The differentiation that these two girls employed was remarkable, but that wasn’t even my favorite aspect of the whole experience. In any relationship, respect is a building block that cannot be pushed aside. Mutual respect and authentic bonds between mentor and mentee make teaching run so much smoother.

After my very first vocal rehearsal (which included only the writer/director and myself), there was a lot of time to kill before either one of us could go home. She and I sat in the choir room for a couple minutes in silence. I may have met her earlier in the year, but I didn’t really know her that well. That showed during the practice of my song too. While I was now comfortable enough to sing in front of people, I was only ready to do the bare minimum in front of her. She is a super talented vocalist and I was intimidated to mess up in front of her. As someone with a ton more singing skill than me, it seemed like a foregone conclusion that she would pass judgement at any slip up on my part. This brings me back to the choir room after rehearsal. Slowly, as we realized sitting in silence for thirty or so minutes was going to kill us both, conversation between us began to brew. The more we talked, the more we felt more comfortable with the other.

We started off talking about how we got into theater and our plans for the future (in theater and elsewhere). Our paths into theater (and how we originally fared socially) were very similar. This led us down different conversational paths. Soon we were discussing personal insecurities and upcoming decisions we were going to be faced with. Both of our comfort levels rose and we offered each other insight on these decisions, as well as trading embarrassing stories about self-doubt that filled the room with laughter. By the end of it, trust between us had skyrocketed.

At the beginning of the rehearsal, I was too anxious to talk unless I had to. Working on singing was painful to an extent, because outside of the actual song and any notes she had for me, there was no communication. Try sitting in a room with someone without talking to them. It doesn’t take long before that gets awkward. By the end of the rehearsal, I was no longer irrationally stressed out. An authentic bond had formed between us. At this point, she was no longer just my director, we were better friends than we had been before.

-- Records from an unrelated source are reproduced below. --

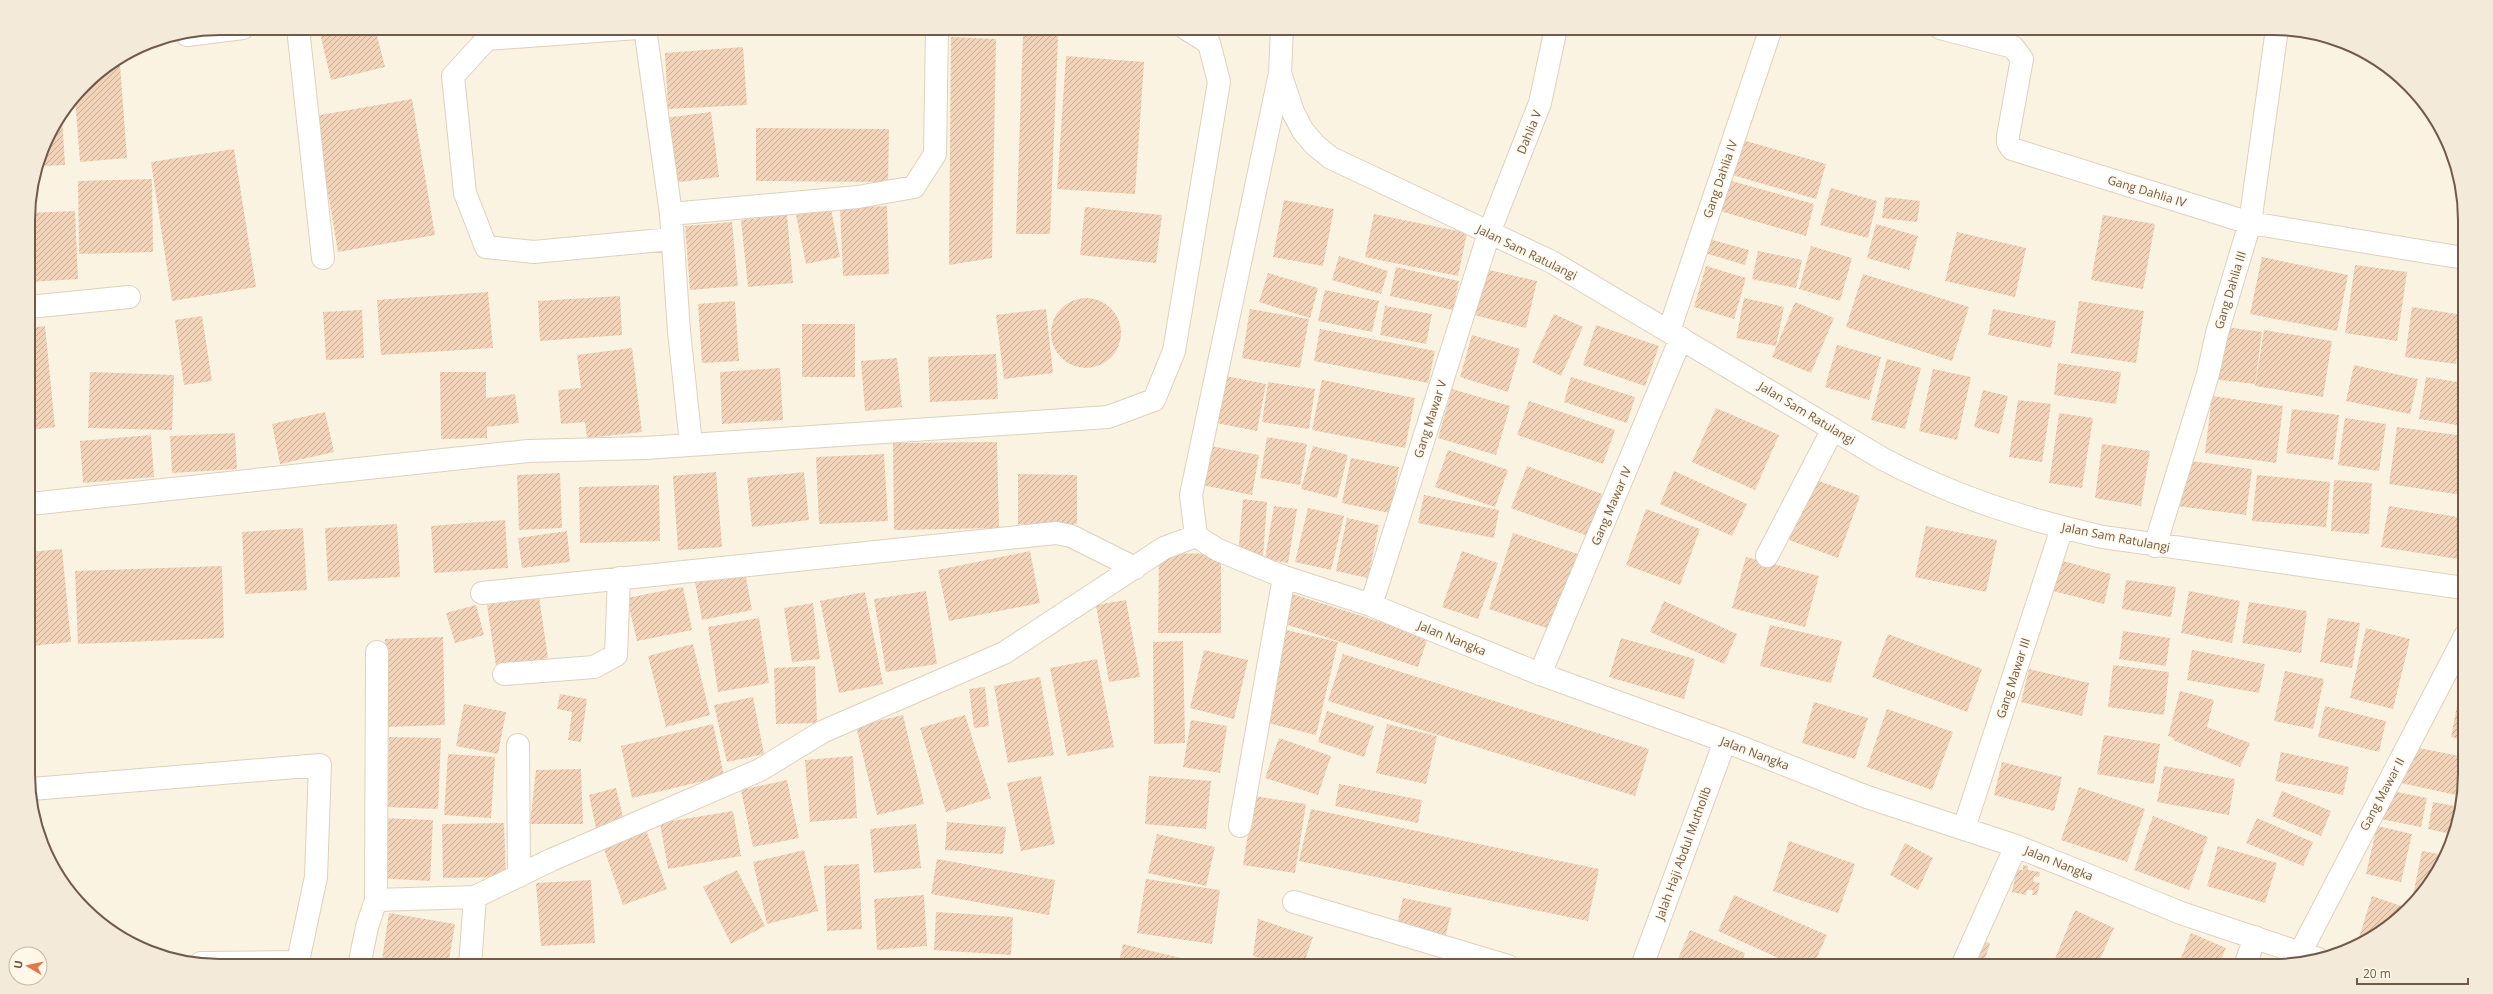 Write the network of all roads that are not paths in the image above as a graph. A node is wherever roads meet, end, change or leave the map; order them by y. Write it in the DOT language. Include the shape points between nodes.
graph roads {
  1 [pos="299,35"];
  2 [pos="532,35"];
  3 [pos="646,35"];
  4 [pos="937,35"];
  5 [pos="1196,35"];
  6 [pos="1282,35"];
  7 [pos="1555,35"];
  8 [pos="1769,35"];
  9 [pos="1967,35"];
  10 [pos="2276,35"];
  11 [pos="1280,73"];
  12 [pos="671,214"];
  13 [pos="2250,223"];
  14 [pos="1489,233"];
  15 [pos="672,239"];
  16 [pos="2458,257"];
  17 [pos="323,258"];
  18 [pos="129,297"];
  19 [pos="35,306"];
  20 [pos="1675,334"];
  21 [pos="1833,429"];
  22 [pos="691,444"];
  23 [pos="35,503"];
  24 [pos="2062,528"];
  25 [pos="1196,536"];
  26 [pos="2155,546"];
  27 [pos="1767,556"];
  28 [pos="1135,568"];
  29 [pos="1284,577"];
  30 [pos="619,578"];
  31 [pos="2458,587"];
  32 [pos="482,593"];
  33 [pos="1371,605"];
  34 [pos="2458,650"];
  35 [pos="377,652"];
  36 [pos="504,674"];
  37 [pos="1540,674"];
  38 [pos="1725,741"];
  39 [pos="518,745"];
  40 [pos="35,789"];
  41 [pos="1240,826"];
  42 [pos="1964,828"];
  43 [pos="2016,846"];
  44 [pos="519,876"];
  45 [pos="474,897"];
  46 [pos="376,900"];
  47 [pos="1294,902"];
  48 [pos="2255,937"];
  49 [pos="2307,955"];
  50 [pos="2310,955"];
  51 [pos="298,959"];
  52 [pos="360,959"];
  53 [pos="470,959"];
  54 [pos="1485,959"];
  55 [pos="1645,959"];
  56 [pos="1965,959"];
  57 [pos="2247,959"];
  1 -- 17 [label="street"];
  2 -- 15 [label="street" via="487,38 453,76 465,193 486,247 534,252"];
  3 -- 12 [label="street"];
  4 -- 12 [label="street" via="935,154 914,188 858,197"];
  5 -- 22 [label="street" via="1209,43 1219,82 1174,351 1154,400 1108,417"];
  6 -- 11 [label="street, Jalan Sam Ratulangi"];
  7 -- 14 [label="street, Dahlia V" via="1540,103"];
  8 -- 20 [label="street, Gang Dahlia IV"];
  9 -- 13 [label="street, Gang Dahlia IV" via="2013,47 2022,59 2008,136 2008,143 2012,149"];
  10 -- 13 [label="street, Gang Dahlia III"];
  11 -- 14 [label="street, Jalan Sam Ratulangi" via="1293,112 1315,146 1331,158"];
  11 -- 25 [label="street" via="1191,495"];
  12 -- 15 [label="street"];
  13 -- 16 [label="street, Gang Dahlia IV"];
  13 -- 26 [label="street, Gang Dahlia III" via="2217,333 2208,374"];
  14 -- 20 [label="street, Jalan Sam Ratulangi" via="1552,262"];
  14 -- 33 [label="street, Gang Mawar V"];
  15 -- 22 [label="street"];
  18 -- 19 [label="street"];
  20 -- 21 [label="street, Jalan Sam Ratulangi"];
  20 -- 37 [label="street, Gang Mawar IV"];
  21 -- 24 [label="street, Jalan Sam Ratulangi" via="1882,459 1927,482 1968,499"];
  21 -- 27 [label="street"];
  22 -- 23 [label="street" via="528,451"];
  24 -- 26 [label="street, Jalan Sam Ratulangi"];
  24 -- 42 [label="street, Gang Mawar III"];
  25 -- 28 [label="street" via="1164,548"];
  25 -- 29 [label="street, Jalan Nangka" via="1218,550"];
  26 -- 31 [label="street, Jalan Sam Ratulangi"];
  28 -- 30 [label="street" via="1071,536 1056,533"];
  28 -- 44 [label="street" via="1004,654 822,732 760,770"];
  29 -- 33 [label="street, Jalan Nangka"];
  29 -- 41 [label="street"];
  30 -- 32 [label="street"];
  30 -- 36 [label="street" via="616,655 594,667"];
  33 -- 37 [label="street, Jalan Nangka"];
  34 -- 50 [label="street, Gang Mawar II"];
  35 -- 46 [label="street"];
  37 -- 38 [label="street, Jalan Nangka"];
  38 -- 42 [label="street, Jalan Nangka" via="1867,797"];
  38 -- 55 [label="street, Jalah Haji Abdul Mutholib"];
  39 -- 44 [label="street"];
  40 -- 51 [label="street" via="320,765 316,877"];
  42 -- 43 [label="street, Jalan Nangka"];
  43 -- 48 [label="street, Jalan Nangka" via="2181,913"];
  43 -- 56 [label="street"];
  44 -- 45 [label="street"];
  45 -- 46 [label="street"];
  45 -- 53 [label="street"];
  46 -- 52 [label="street"];
  47 -- 54 [label="street"];
  48 -- 49 [label="street, Jalan Nangka"];
  48 -- 57 [label="street"];
}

In the subsequent rehearsals, I was able to venture outside my comfort zone more often. Our dynamic had completely changed. No longer was I working for a team of directors, I was performing alongside my friends. Although they were not offputting prior to my conversations with them, I no longer worried when they gave me notes. It wasn’t personal, they just wanted to help me grow. Through that conversation, I had found out how much work had gone into developing the one act. They saw this show as their baby, and they entrusted me with a role in it. In turn, I entrusted the development of my acting game to them. If they were willing to put as much faith in me as they had, I could be comfortable enough to do the same. This mutual trust between teacher(s) and student only enhanced what we were working on. Both parties were enabled to produce higher quality work and ultimately, our jobs felt exponentially easier.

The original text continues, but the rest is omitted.